Exercise materials:
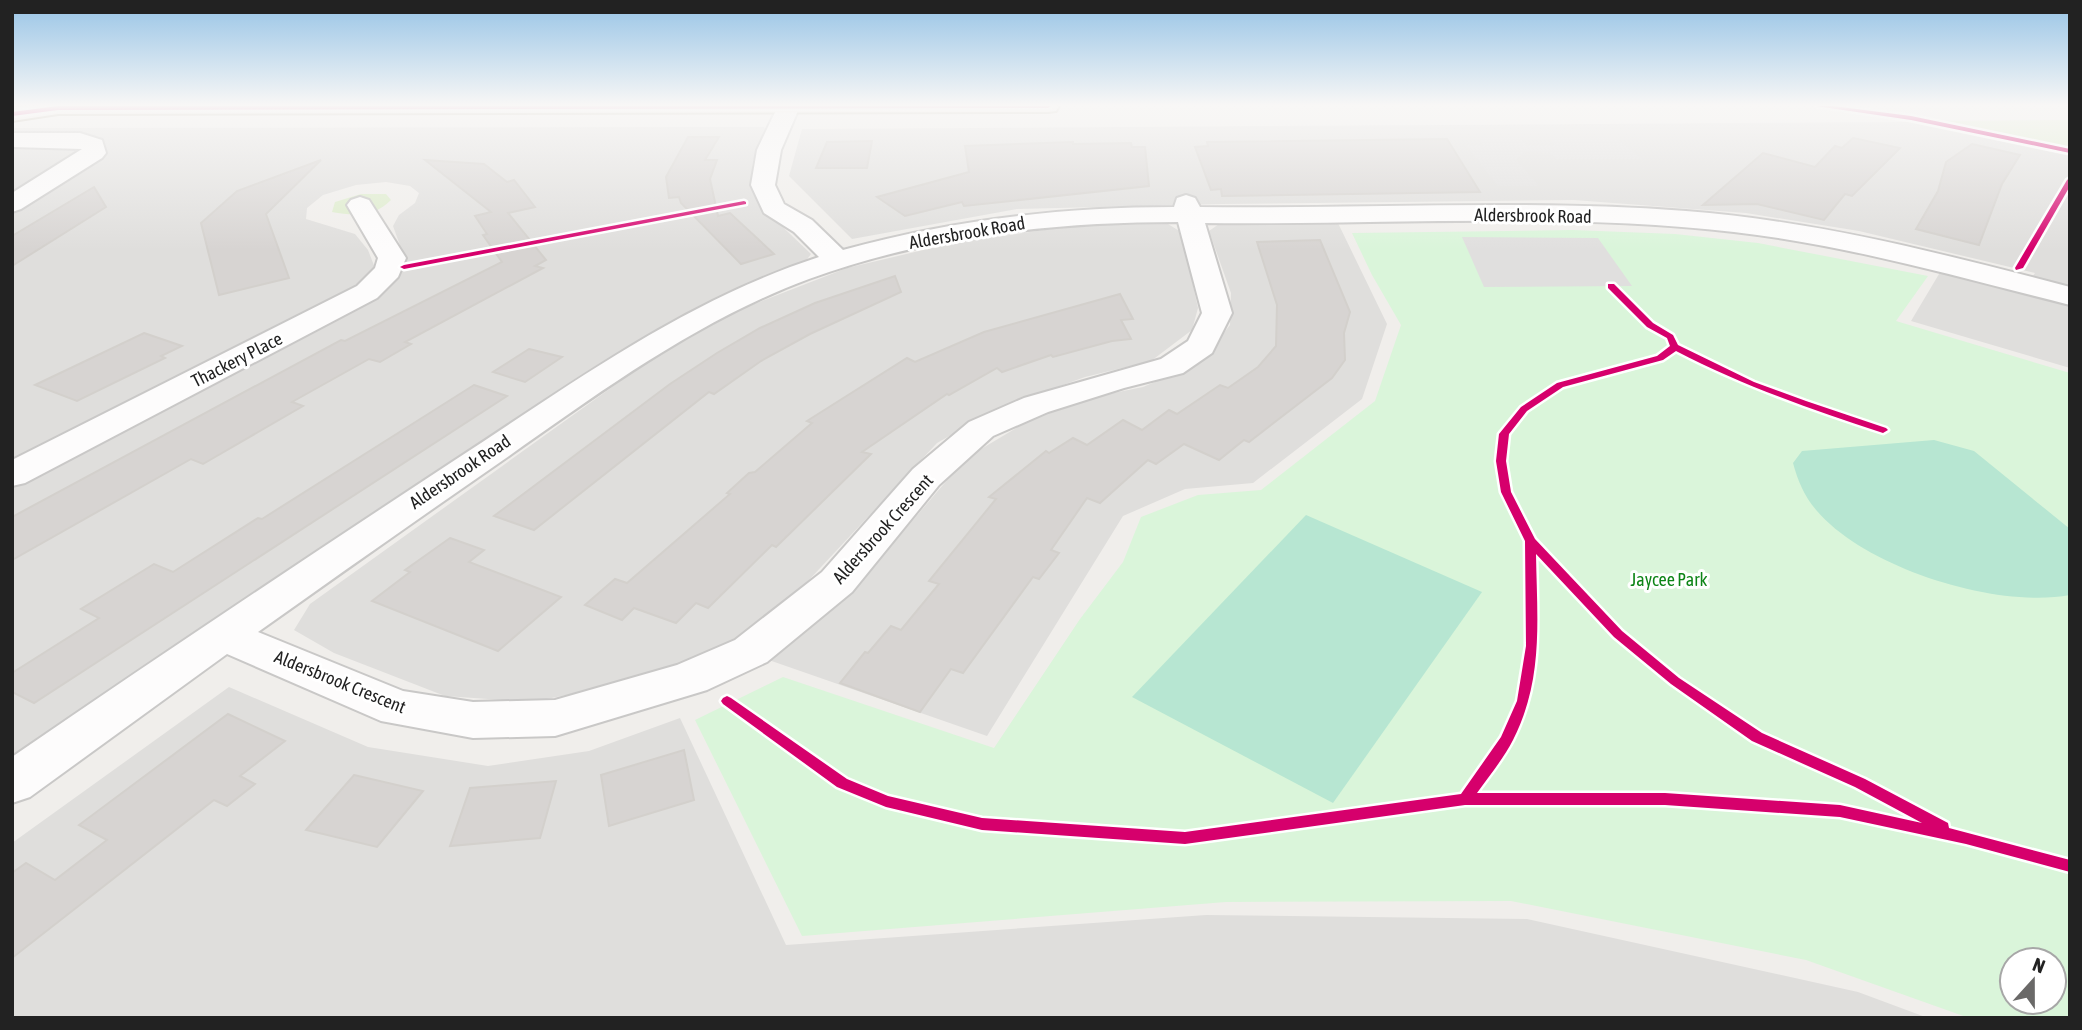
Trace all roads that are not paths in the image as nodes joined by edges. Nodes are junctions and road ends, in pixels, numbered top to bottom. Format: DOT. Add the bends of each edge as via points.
graph roads {
  1 [pos="92,154"];
  2 [pos="768,154"];
  3 [pos="12,204"];
  4 [pos="360,205"];
  5 [pos="1188,210"];
  6 [pos="838,261"];
  7 [pos="2070,296"];
  8 [pos="12,475"];
  9 [pos="221,634"];
  10 [pos="12,783"];
  1 -- 3 [label="street"];
  2 -- 6 [label="street" via="762,185 773,208 803,226"];
  4 -- 8 [label="street, Thackery Place" via="392,258 388,271 367,292"];
  5 -- 6 [label="street, Aldersbrook Road" via="1032,221"];
  5 -- 7 [label="street, Aldersbrook Road" via="1687,219 1860,244"];
  5 -- 9 [label="street, Aldersbrook Crescent" via="1217,313 1201,346 1172,366 1036,405 981,429 926,478 837,582 751,650 691,678 555,718 473,720 397,708"];
  6 -- 9 [label="street, Aldersbrook Road" via="722,306 634,355"];
  9 -- 10 [label="street, Aldersbrook Road"];
}
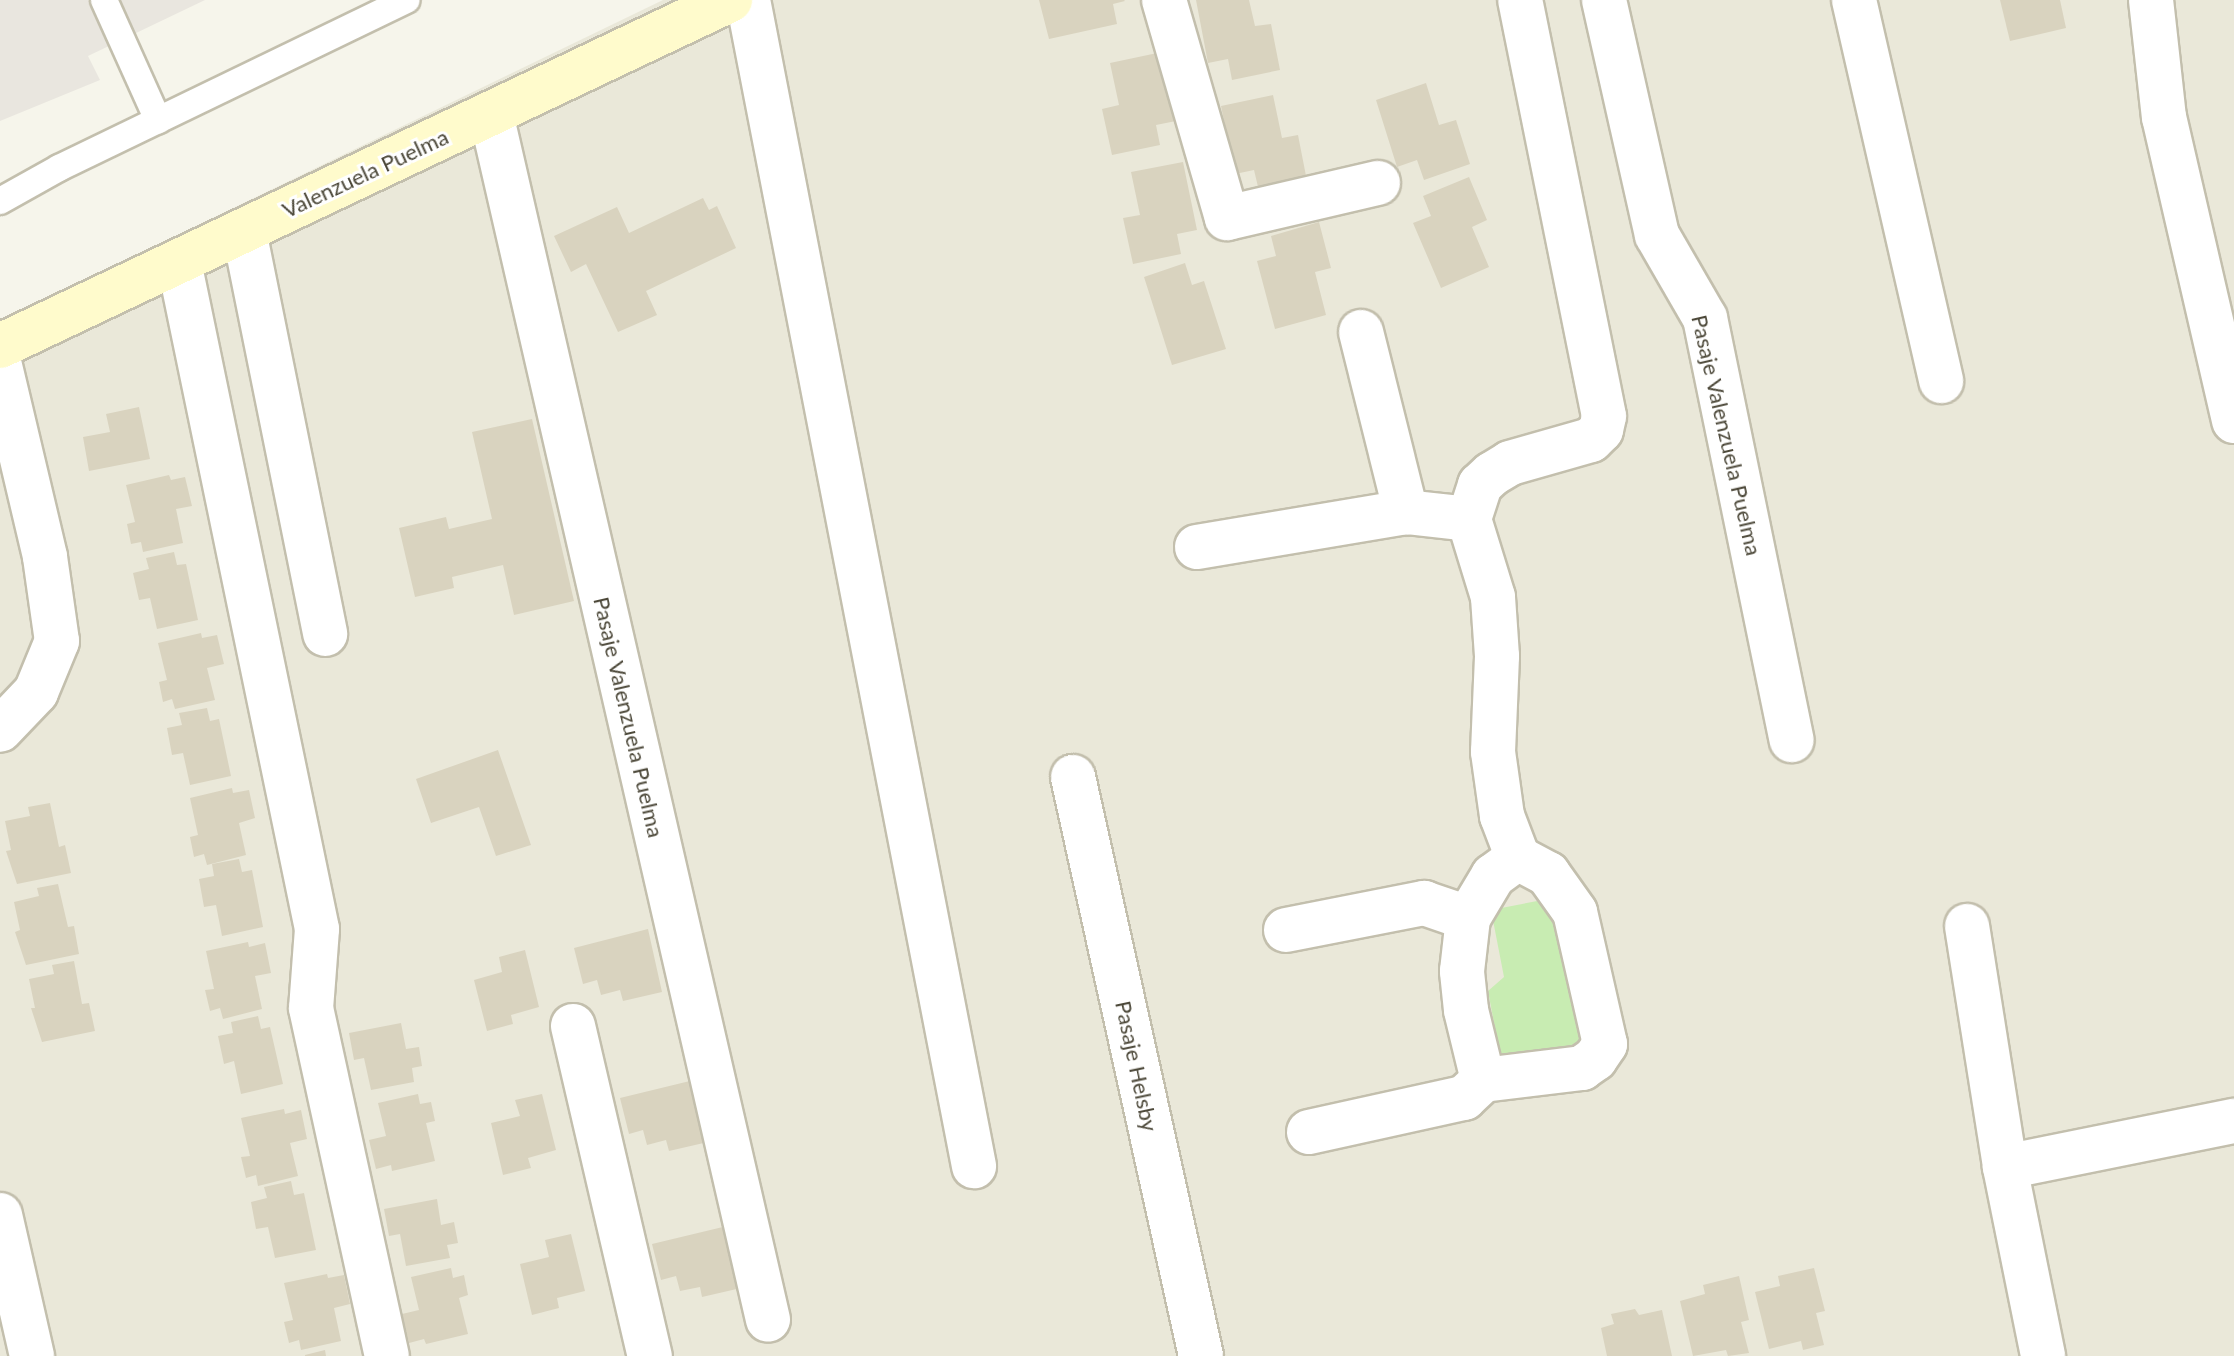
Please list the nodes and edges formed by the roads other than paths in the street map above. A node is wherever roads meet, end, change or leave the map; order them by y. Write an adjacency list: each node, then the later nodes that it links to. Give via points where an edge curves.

Directions: Would you set down the records above once more, exactly, with the pictures removed?

Solution:
Trace all roads that are not paths in the image as nodes joined by edges. Nodes are junctions and road ends, in pixels, numbered top to bottom. Format: DOT. Add the bends of each edge as via points.
graph roads {
  1 [pos="92,154"];
  2 [pos="768,154"];
  3 [pos="12,204"];
  4 [pos="360,205"];
  5 [pos="1188,210"];
  6 [pos="838,261"];
  7 [pos="2070,296"];
  8 [pos="12,475"];
  9 [pos="221,634"];
  10 [pos="12,783"];
  1 -- 3 [label="street"];
  2 -- 6 [label="street" via="762,185 773,208 803,226"];
  4 -- 8 [label="street, Thackery Place" via="392,258 388,271 367,292"];
  5 -- 6 [label="street, Aldersbrook Road" via="1032,221"];
  5 -- 7 [label="street, Aldersbrook Road" via="1687,219 1860,244"];
  5 -- 9 [label="street, Aldersbrook Crescent" via="1217,313 1201,346 1172,366 1036,405 981,429 926,478 837,582 751,650 691,678 555,718 473,720 397,708"];
  6 -- 9 [label="street, Aldersbrook Road" via="722,306 634,355"];
  9 -- 10 [label="street, Aldersbrook Road"];
}
Please list the nodes and edges formed by the roads other than paths in the street map above. A node is wherever roads meet, end, change or leave the map; order them by y. Write an adjacency list: each node, then the later nodes that it links to. Give via points where an edge curves.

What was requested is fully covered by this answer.